Résumé de la décision
Mme B A a contesté un arrêté du préfet de police l'obligeant à quitter le territoire français. Son recours a été rejeté par le tribunal administratif de Paris, puis par la cour administrative d'appel de Paris. Elle a formé un pourvoi en cassation devant le Conseil d'État, qui a été déclaré irrecevable en raison de l'absence de ministère d'avocat, une obligation non respectée par Mme A. Sa demande d'aide juridictionnelle a également été rejetée, ce qui a contribué à l'irrecevabilité de son pourvoi.
Arguments pertinents
1. Obligation de ministère d'avocat : Le Conseil d'État a souligné que, selon l'article R. 821-3 du code de justice administrative, le ministère d'un avocat est obligatoire pour introduire un pourvoi en cassation.

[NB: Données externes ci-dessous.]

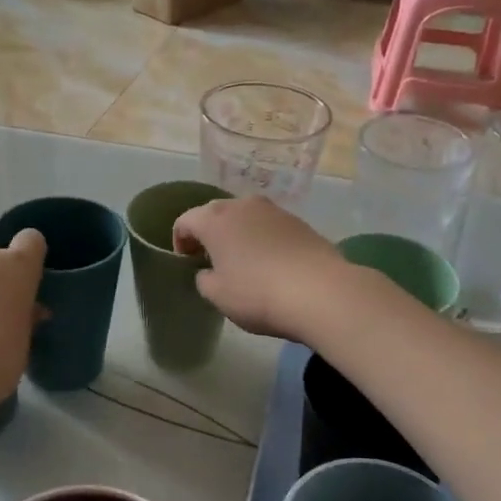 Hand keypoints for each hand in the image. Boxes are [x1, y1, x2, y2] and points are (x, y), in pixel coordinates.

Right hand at [171, 196, 350, 341]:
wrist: (320, 291)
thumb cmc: (257, 293)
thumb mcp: (217, 295)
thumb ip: (204, 279)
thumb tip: (209, 271)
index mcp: (214, 219)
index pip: (185, 221)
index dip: (180, 241)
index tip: (186, 263)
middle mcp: (242, 205)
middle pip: (215, 213)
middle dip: (208, 234)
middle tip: (210, 260)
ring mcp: (274, 210)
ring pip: (245, 217)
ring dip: (237, 234)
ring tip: (241, 261)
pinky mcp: (299, 222)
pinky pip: (269, 226)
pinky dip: (262, 239)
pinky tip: (270, 263) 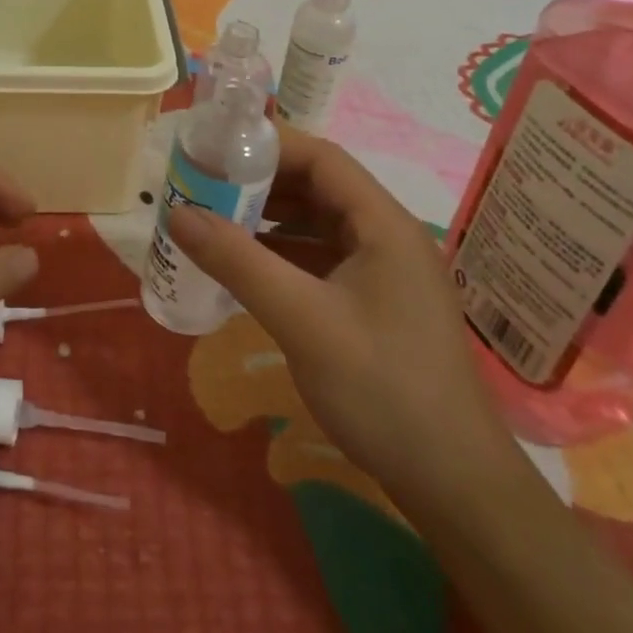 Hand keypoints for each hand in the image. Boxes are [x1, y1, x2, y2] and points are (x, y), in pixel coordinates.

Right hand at [167, 129, 518, 508]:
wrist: (454, 485)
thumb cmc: (383, 390)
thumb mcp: (302, 320)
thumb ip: (238, 262)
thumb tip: (178, 213)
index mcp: (383, 224)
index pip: (321, 158)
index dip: (267, 147)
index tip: (213, 152)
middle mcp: (386, 236)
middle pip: (317, 187)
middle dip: (259, 183)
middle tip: (203, 187)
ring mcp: (382, 272)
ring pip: (316, 224)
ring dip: (267, 219)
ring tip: (213, 221)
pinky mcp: (374, 303)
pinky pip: (319, 259)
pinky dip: (281, 254)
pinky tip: (244, 268) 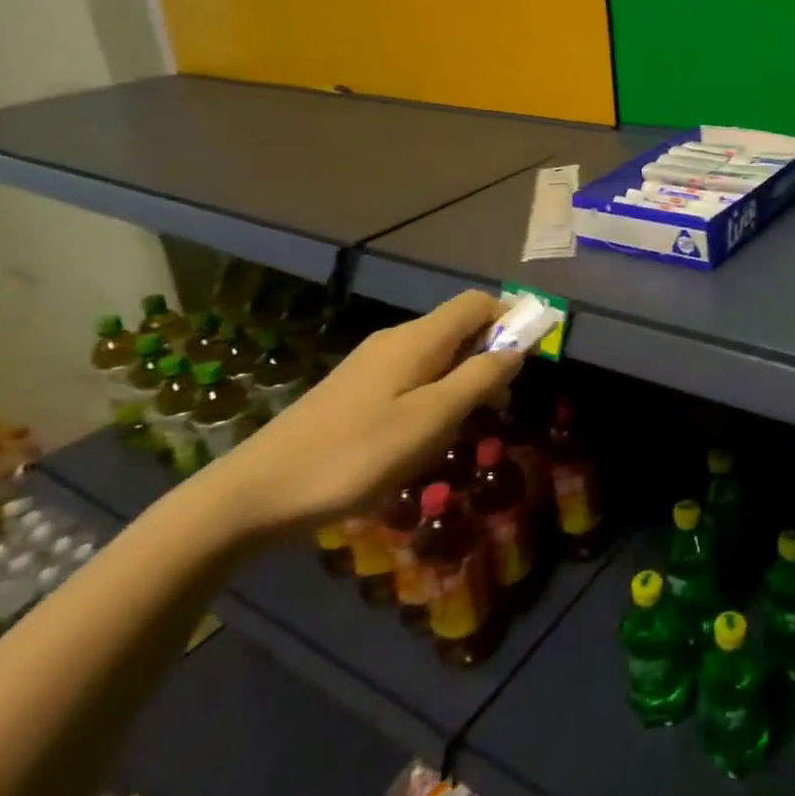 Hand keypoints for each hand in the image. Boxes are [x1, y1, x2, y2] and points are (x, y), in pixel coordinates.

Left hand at [209, 290, 520, 536]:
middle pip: (459, 326)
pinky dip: (436, 392)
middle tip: (502, 402)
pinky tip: (426, 434)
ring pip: (437, 354)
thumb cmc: (357, 455)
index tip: (536, 351)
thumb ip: (479, 378)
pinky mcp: (354, 390)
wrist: (258, 493)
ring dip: (464, 377)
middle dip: (491, 353)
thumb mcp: (432, 419)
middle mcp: (396, 340)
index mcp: (418, 339)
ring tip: (468, 425)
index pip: (477, 303)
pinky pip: (413, 375)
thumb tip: (518, 346)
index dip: (512, 316)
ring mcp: (371, 364)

Mme A n'ayant pas respecté cette obligation, son pourvoi est irrecevable.
2. Notification de l'irrecevabilité : La notification de l'ordonnance attaquée mentionnait clairement l'obligation de recourir à un avocat, ce qui renforce l'irrecevabilité du pourvoi. Le Conseil d'État a précisé que "le juge de cassation peut rejeter, sans demande de régularisation préalable, les conclusions présentées en méconnaissance de cette obligation".
Interprétations et citations légales
1. Code de justice administrative - Article L. 822-1 : Cet article stipule que "le pourvoi en cassation devant le Conseil d'État fait l'objet d'une procédure préalable d'admission". Il précise que l'admission peut être refusée si le pourvoi est "irrecevable ou fondé sur aucun moyen sérieux". Cela établit le cadre dans lequel le Conseil d'État doit examiner la recevabilité des pourvois.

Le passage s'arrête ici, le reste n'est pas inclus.